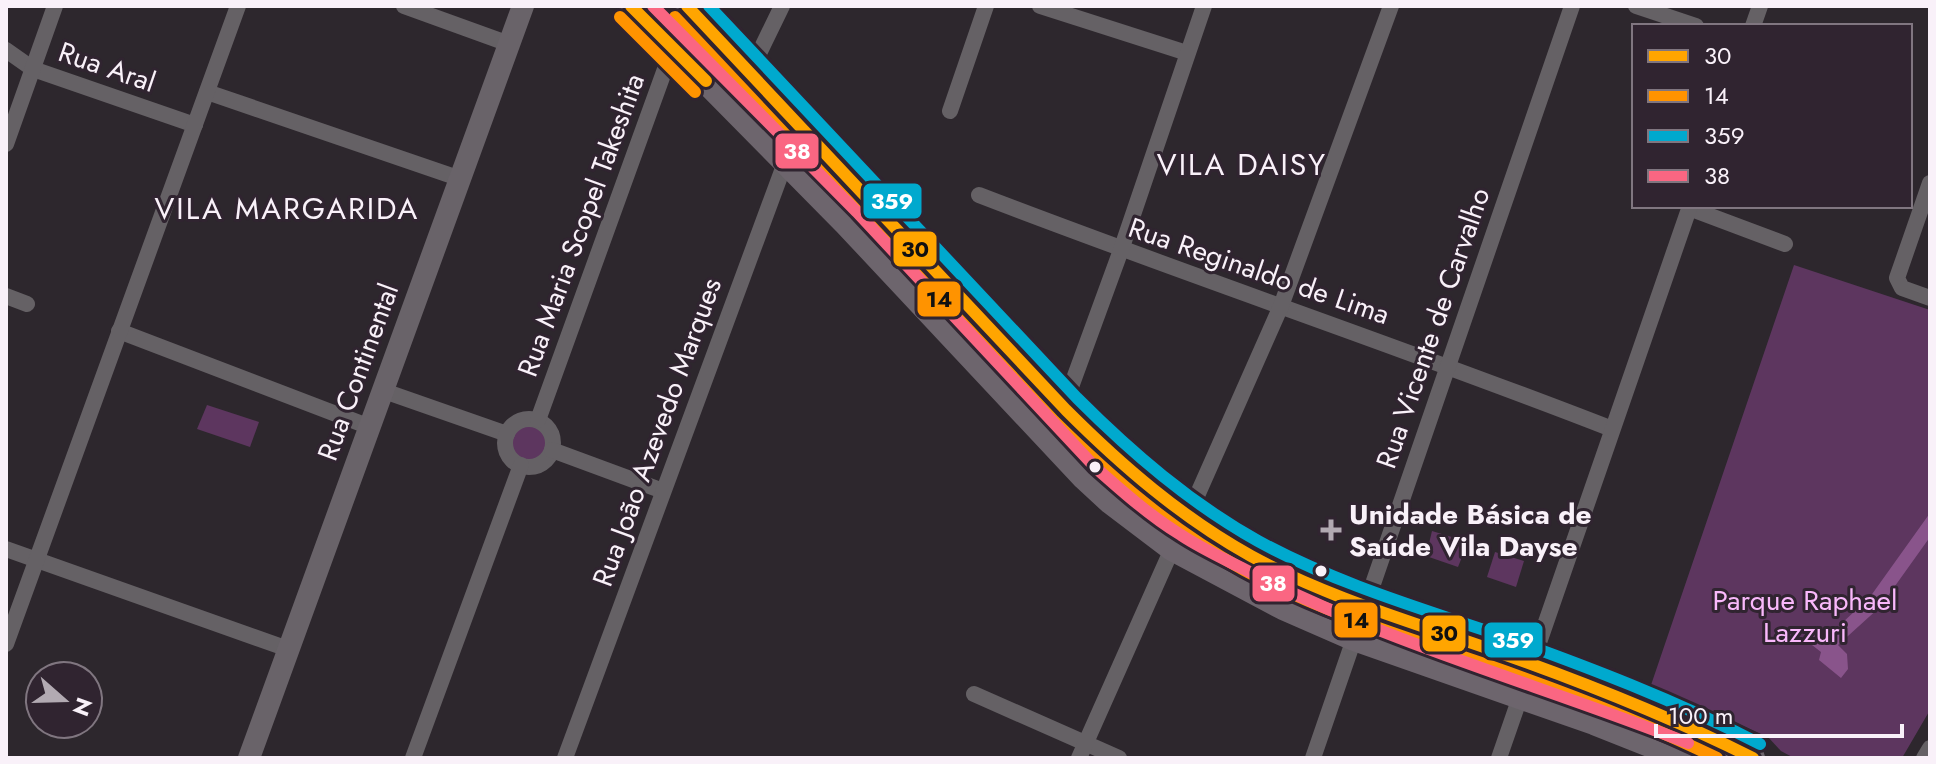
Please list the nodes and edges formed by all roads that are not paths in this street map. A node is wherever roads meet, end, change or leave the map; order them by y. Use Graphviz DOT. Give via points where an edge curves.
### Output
graph roads {
  1 [pos="55,6"];
  2 [pos="238,6"];
  3 [pos="404,6"];
  4 [pos="523,6"];
  5 [pos="631,6"];
  6 [pos="687,6"];
  7 [pos="782,6"];
  8 [pos="986,6"];
  9 [pos="1040,6"];
  10 [pos="1204,6"];
  11 [pos="1391,6"];
  12 [pos="1572,6"];
  13 [pos="1636,6"];
  14 [pos="1690,24"];
  15 [pos="509,44"];
  16 [pos="673,47"];
  17 [pos="6,50"];
  18 [pos="1187,53"];
  19 [pos="33,69"];
  20 [pos="750,72"];
  21 [pos="207,92"];
  22 [pos="950,111"];
  23 [pos="195,125"];
  24 [pos="799,125"];
  25 [pos="6,144"];
  26 [pos="785,161"];
  27 [pos="461,179"];
  28 [pos="1930,183"];
  29 [pos="979,195"];
  30 [pos="1689,208"];
  31 [pos="1692,208"];
  32 [pos="1785,244"];
  33 [pos="1121,250"];
  34 [pos="6,296"];
  35 [pos="1930,298"];
  36 [pos="27,304"];
  37 [pos="1281,306"];
  38 [pos="119,331"];
  39 [pos="1448,365"];
  40 [pos="384,391"];
  41 [pos="1064,406"];
  42 [pos="538,420"];
  43 [pos="370,427"];
  44 [pos="1612,429"];
  45 [pos="507,434"];
  46 [pos="552,450"];
  47 [pos="521,465"];
  48 [pos="663,491"];
  49 [pos="1188,516"];
  50 [pos="6,549"];
  51 [pos="1172,549"];
  52 [pos="36,560"];
  53 [pos="1365,608"];
  54 [pos="1354,639"];
  55 [pos="6,644"];
  56 [pos="288,649"];
  57 [pos="1531,664"];
  58 [pos="974,694"];
  59 [pos="1520,698"];
  60 [pos="1930,748"];
  61 [pos="1082,751"];
  62 [pos="249,758"];
  63 [pos="413,758"];
  64 [pos="565,758"];
  65 [pos="1119,758"];
  66 [pos="1313,758"];
  67 [pos="1499,758"];
  68 [pos="1682,758"];
  69 [pos="1753,758"];
  70 [pos="1924,758"];
  1 -- 19 [label="street"];
  2 -- 21 [label="street"];
  3 -- 15 [label="street"];
  4 -- 15 [label="street, Rua Continental"];
  5 -- 16 [label="main road"];
  6 -- 20 [label="main road"];
  7 -- 20 [label="street"];
  8 -- 22 [label="street"];
  9 -- 18 [label="street"];
  10 -- 18 [label="street"];
  11 -- 37 [label="street"];
  12 -- 39 [label="street, Rua Vicente de Carvalho"];
  13 -- 14 [label="street"];
  15 -- 27 [label="street, Rua Continental"];
  16 -- 26 [label="main road"];
  16 -- 42 [label="street, Rua Maria Scopel Takeshita"];
  17 -- 19 [label="street, Rua Aral"];
  18 -- 33 [label="street"];
  19 -- 23 [label="street, Rua Aral"];
  19 -- 25 [label="street"];
  20 -- 24 [label="main road"];
  21 -- 23 [label="street"];
  21 -- 27 [label="street"];
  23 -- 38 [label="street"];
  24 -- 26 [label="street, Rua João Azevedo Marques"];
  24 -- 41 [label="main road"];
  26 -- 48 [label="street, Rua João Azevedo Marques"];
  26 -- 51 [label="main road" via="1084,478"];
  27 -- 40 [label="street, Rua Continental"];
  28 -- 35 [label="street" via="1898,284"];
  29 -- 33 [label="street, Rua Reginaldo de Lima"];
  30 -- 44 [label="street"];
  31 -- 32 [label="street"];
  33 -- 37 [label="street, Rua Reginaldo de Lima"];
  33 -- 41 [label="street"];
  34 -- 36 [label="street"];
  37 -- 39 [label="street, Rua Reginaldo de Lima"];
  37 -- 49 [label="street"];
  38 -- 43 [label="street"];
  38 -- 52 [label="street"];
  39 -- 44 [label="street, Rua Reginaldo de Lima"];
  39 -- 53 [label="street, Rua Vicente de Carvalho"];
  40 -- 43 [label="street, Rua Continental"];
  40 -- 45 [label="street"];
  41 -- 49 [label="main road" via="1118,460"];
  42 -- 45 [label="street" via="516,423"];
  42 -- 46 [label="street" via="549,429"];
  43 -- 56 [label="street, Rua Continental"];
  44 -- 57 [label="street"];
  45 -- 47 [label="street" via="509,456"];
  46 -- 47 [label="street" via="536,466"];
  46 -- 48 [label="street"];
  47 -- 63 [label="street"];
  48 -- 64 [label="street, Rua João Azevedo Marques"];
  49 -- 53 [label="main road" via="1246,553"];
  50 -- 52 [label="street"];
  51 -- 54 [label="main road"];
  51 -- 61 [label="street"];
  52 -- 55 [label="street"];
  52 -- 56 [label="street"];
  53 -- 54 [label="street, Rua Vicente de Carvalho"];
  53 -- 57 [label="main road"];
  54 -- 59 [label="main road"];
  54 -- 66 [label="street, Rua Vicente de Carvalho"];
  56 -- 62 [label="street, Rua Continental"];
  57 -- 59 [label="street"];
  57 -- 69 [label="main road" via="1655,710"];
  58 -- 61 [label="street"];
  59 -- 67 [label="street"];
  59 -- 68 [label="main road"];
  60 -- 70 [label="street"];
  61 -- 65 [label="street"];
}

◆ EXERCISE OBJECTIVE
Print the material in full and exactly; the pictures must not be printed.

◆ RESPONSE TO THIS EXERCISE
Please list the nodes and edges formed by all roads that are not paths in this street map. A node is wherever roads meet, end, change or leave the map; order them by y. Use Graphviz DOT. Give via points where an edge curves.
### Output
graph roads {
  1 [pos="55,6"];
  2 [pos="238,6"];
  3 [pos="404,6"];
  4 [pos="523,6"];
  5 [pos="631,6"];
  6 [pos="687,6"];
  7 [pos="782,6"];
  8 [pos="986,6"];
  9 [pos="1040,6"];
  10 [pos="1204,6"];
  11 [pos="1391,6"];
  12 [pos="1572,6"];
  13 [pos="1636,6"];
  14 [pos="1690,24"];
  15 [pos="509,44"];
  16 [pos="673,47"];
  17 [pos="6,50"];
  18 [pos="1187,53"];
  19 [pos="33,69"];
  20 [pos="750,72"];
  21 [pos="207,92"];
  22 [pos="950,111"];
  23 [pos="195,125"];
  24 [pos="799,125"];
  25 [pos="6,144"];
  26 [pos="785,161"];
  27 [pos="461,179"];
  28 [pos="1930,183"];
  29 [pos="979,195"];
  30 [pos="1689,208"];
  31 [pos="1692,208"];
  32 [pos="1785,244"];
  33 [pos="1121,250"];
  34 [pos="6,296"];
  35 [pos="1930,298"];
  36 [pos="27,304"];
  37 [pos="1281,306"];
  38 [pos="119,331"];
  39 [pos="1448,365"];
  40 [pos="384,391"];
  41 [pos="1064,406"];
  42 [pos="538,420"];
  43 [pos="370,427"];
  44 [pos="1612,429"];
  45 [pos="507,434"];
  46 [pos="552,450"];
  47 [pos="521,465"];
  48 [pos="663,491"];
  49 [pos="1188,516"];
  50 [pos="6,549"];
  51 [pos="1172,549"];
  52 [pos="36,560"];
  53 [pos="1365,608"];
  54 [pos="1354,639"];
  55 [pos="6,644"];
  56 [pos="288,649"];
  57 [pos="1531,664"];
  58 [pos="974,694"];
  59 [pos="1520,698"];
  60 [pos="1930,748"];
  61 [pos="1082,751"];
  62 [pos="249,758"];
  63 [pos="413,758"];
  64 [pos="565,758"];
  65 [pos="1119,758"];
  66 [pos="1313,758"];
  67 [pos="1499,758"];
  68 [pos="1682,758"];
  69 [pos="1753,758"];
  70 [pos="1924,758"];
  1 -- 19 [label="street"];
  2 -- 21 [label="street"];
  3 -- 15 [label="street"];
  4 -- 15 [label="street, Rua Continental"];
  5 -- 16 [label="main road"];
  6 -- 20 [label="main road"];
  7 -- 20 [label="street"];
  8 -- 22 [label="street"];
  9 -- 18 [label="street"];
  10 -- 18 [label="street"];
  11 -- 37 [label="street"];
  12 -- 39 [label="street, Rua Vicente de Carvalho"];
  13 -- 14 [label="street"];
  15 -- 27 [label="street, Rua Continental"];
  16 -- 26 [label="main road"];
  16 -- 42 [label="street, Rua Maria Scopel Takeshita"];
  17 -- 19 [label="street, Rua Aral"];
  18 -- 33 [label="street"];
  19 -- 23 [label="street, Rua Aral"];
  19 -- 25 [label="street"];
  20 -- 24 [label="main road"];
  21 -- 23 [label="street"];
  21 -- 27 [label="street"];
  23 -- 38 [label="street"];
  24 -- 26 [label="street, Rua João Azevedo Marques"];
  24 -- 41 [label="main road"];
  26 -- 48 [label="street, Rua João Azevedo Marques"];
  26 -- 51 [label="main road" via="1084,478"];
  27 -- 40 [label="street, Rua Continental"];
  28 -- 35 [label="street" via="1898,284"];
  29 -- 33 [label="street, Rua Reginaldo de Lima"];
  30 -- 44 [label="street"];
  31 -- 32 [label="street"];
  33 -- 37 [label="street, Rua Reginaldo de Lima"];
  33 -- 41 [label="street"];
  34 -- 36 [label="street"];
  37 -- 39 [label="street, Rua Reginaldo de Lima"];
  37 -- 49 [label="street"];
  38 -- 43 [label="street"];
  38 -- 52 [label="street"];
  39 -- 44 [label="street, Rua Reginaldo de Lima"];
  39 -- 53 [label="street, Rua Vicente de Carvalho"];
  40 -- 43 [label="street, Rua Continental"];
  40 -- 45 [label="street"];
  41 -- 49 [label="main road" via="1118,460"];
  42 -- 45 [label="street" via="516,423"];
  42 -- 46 [label="street" via="549,429"];
  43 -- 56 [label="street, Rua Continental"];
  44 -- 57 [label="street"];
  45 -- 47 [label="street" via="509,456"];
  46 -- 47 [label="street" via="536,466"];
  46 -- 48 [label="street"];
  47 -- 63 [label="street"];
  48 -- 64 [label="street, Rua João Azevedo Marques"];
  49 -- 53 [label="main road" via="1246,553"];
  50 -- 52 [label="street"];
  51 -- 54 [label="main road"];
  51 -- 61 [label="street"];
  52 -- 55 [label="street"];
  52 -- 56 [label="street"];
  53 -- 54 [label="street, Rua Vicente de Carvalho"];
  53 -- 57 [label="main road"];
  54 -- 59 [label="main road"];
  54 -- 66 [label="street, Rua Vicente de Carvalho"];
  56 -- 62 [label="street, Rua Continental"];
  57 -- 59 [label="street"];
  57 -- 69 [label="main road" via="1655,710"];
  58 -- 61 [label="street"];
  59 -- 67 [label="street"];
  59 -- 68 [label="main road"];
  60 -- 70 [label="street"];
  61 -- 65 [label="street"];
}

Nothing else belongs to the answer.